Provided data:
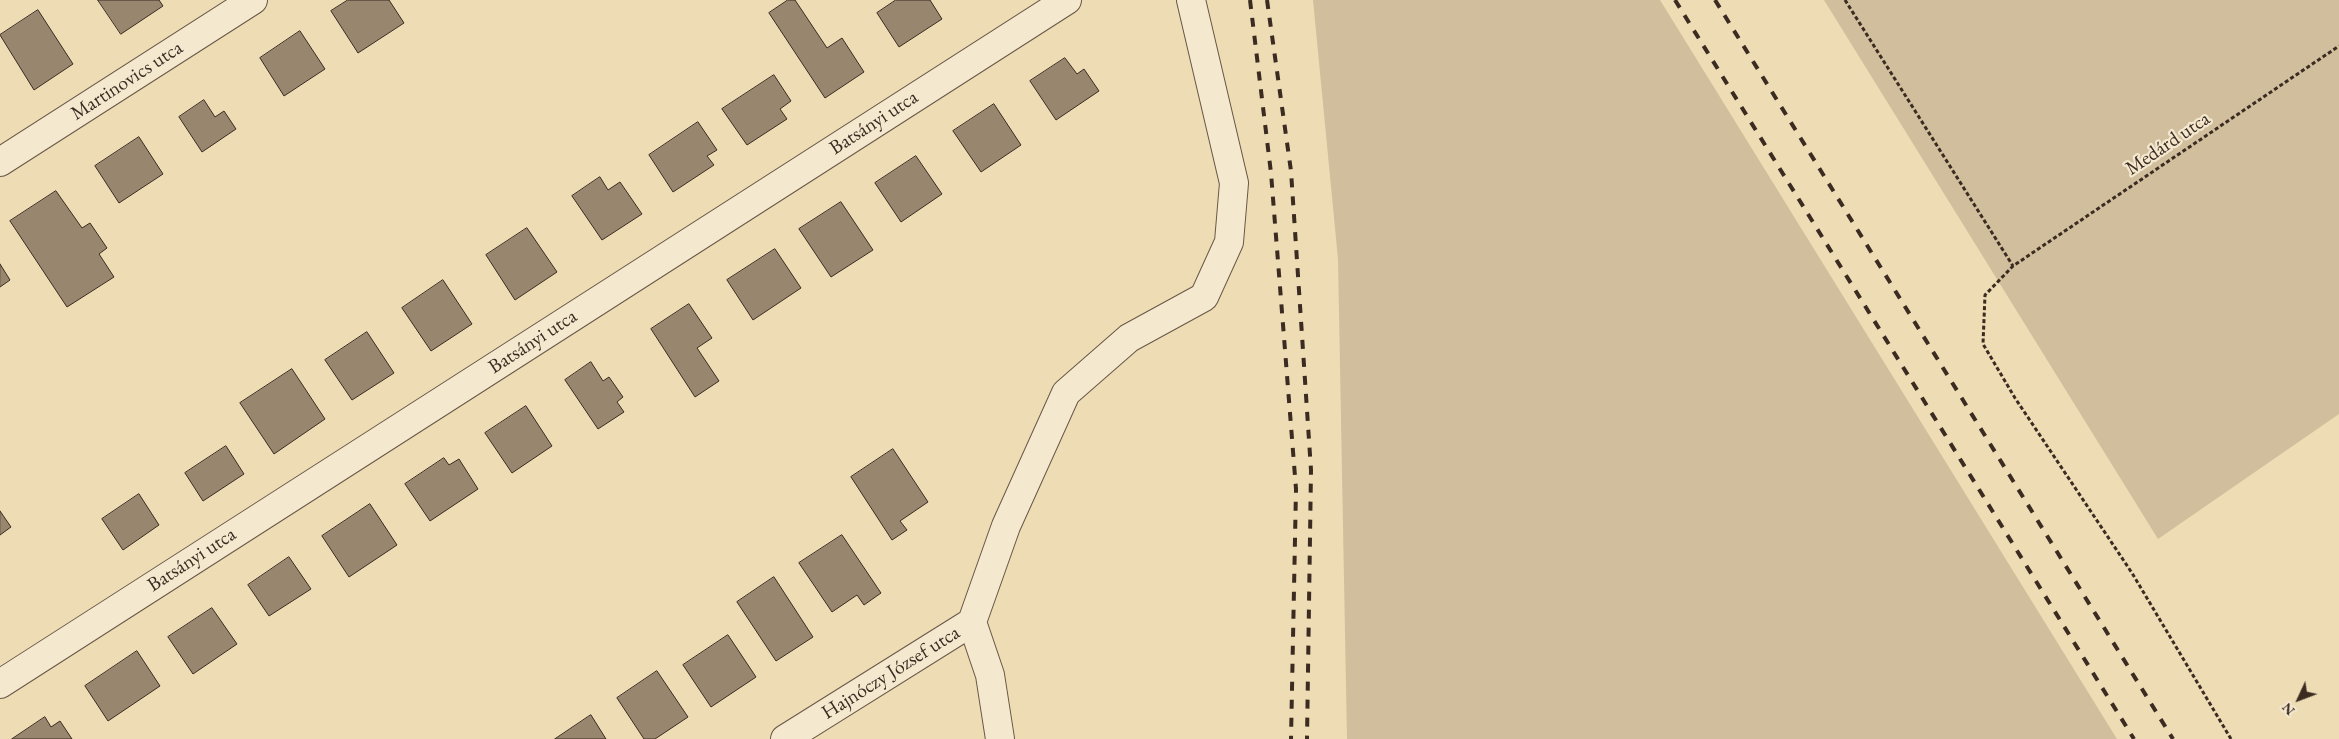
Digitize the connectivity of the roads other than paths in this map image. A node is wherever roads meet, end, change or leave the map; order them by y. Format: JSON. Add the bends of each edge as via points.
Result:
{"nodes":[{"id":1,"x":253,"y":0,"type":"edge"},
{"id":2,"x":1066,"y":0,"type":"edge"},
{"id":3,"x":1191,"y":0,"type":"edge"},
{"id":4,"x":0,"y":162,"type":"edge"},
{"id":5,"x":972,"y":622,"type":"junction"},
{"id":6,"x":0,"y":684,"type":"edge"},
{"id":7,"x":785,"y":739,"type":"edge"},
{"id":8,"x":1000,"y":739,"type":"edge"}],
"edges":[{"from":1,"to":4,"type":"street","name":"Martinovics utca"},
{"from":2,"to":6,"type":"street","name":"Batsányi utca"},
{"from":3,"to":5,"type":"street","via":[[1234,183],[1229,242],[1204,297],[1128,338],[1066,393],[1006,526]]},
{"from":5,"to":7,"type":"street","name":"Hajnóczy József utca"},
{"from":5,"to":8,"type":"street","via":[[990,675]]}]}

Instructions to follow: From the first line to the last, set down the records exactly, leaving out images.

Result:
Digitize the connectivity of the roads other than paths in this map image. A node is wherever roads meet, end, change or leave the map; order them by y. Format: JSON. Add the bends of each edge as via points.
Result:
{"nodes":[{"id":1,"x":253,"y":0,"type":"edge"},
{"id":2,"x":1066,"y":0,"type":"edge"},
{"id":3,"x":1191,"y":0,"type":"edge"},
{"id":4,"x":0,"y":162,"type":"edge"},
{"id":5,"x":972,"y":622,"type":"junction"},
{"id":6,"x":0,"y":684,"type":"edge"},
{"id":7,"x":785,"y":739,"type":"edge"},
{"id":8,"x":1000,"y":739,"type":"edge"}],
"edges":[{"from":1,"to":4,"type":"street","name":"Martinovics utca"},
{"from":2,"to":6,"type":"street","name":"Batsányi utca"},
{"from":3,"to":5,"type":"street","via":[[1234,183],[1229,242],[1204,297],[1128,338],[1066,393],[1006,526]]},
{"from":5,"to":7,"type":"street","name":"Hajnóczy József utca"},
{"from":5,"to":8,"type":"street","via":[[990,675]]}]}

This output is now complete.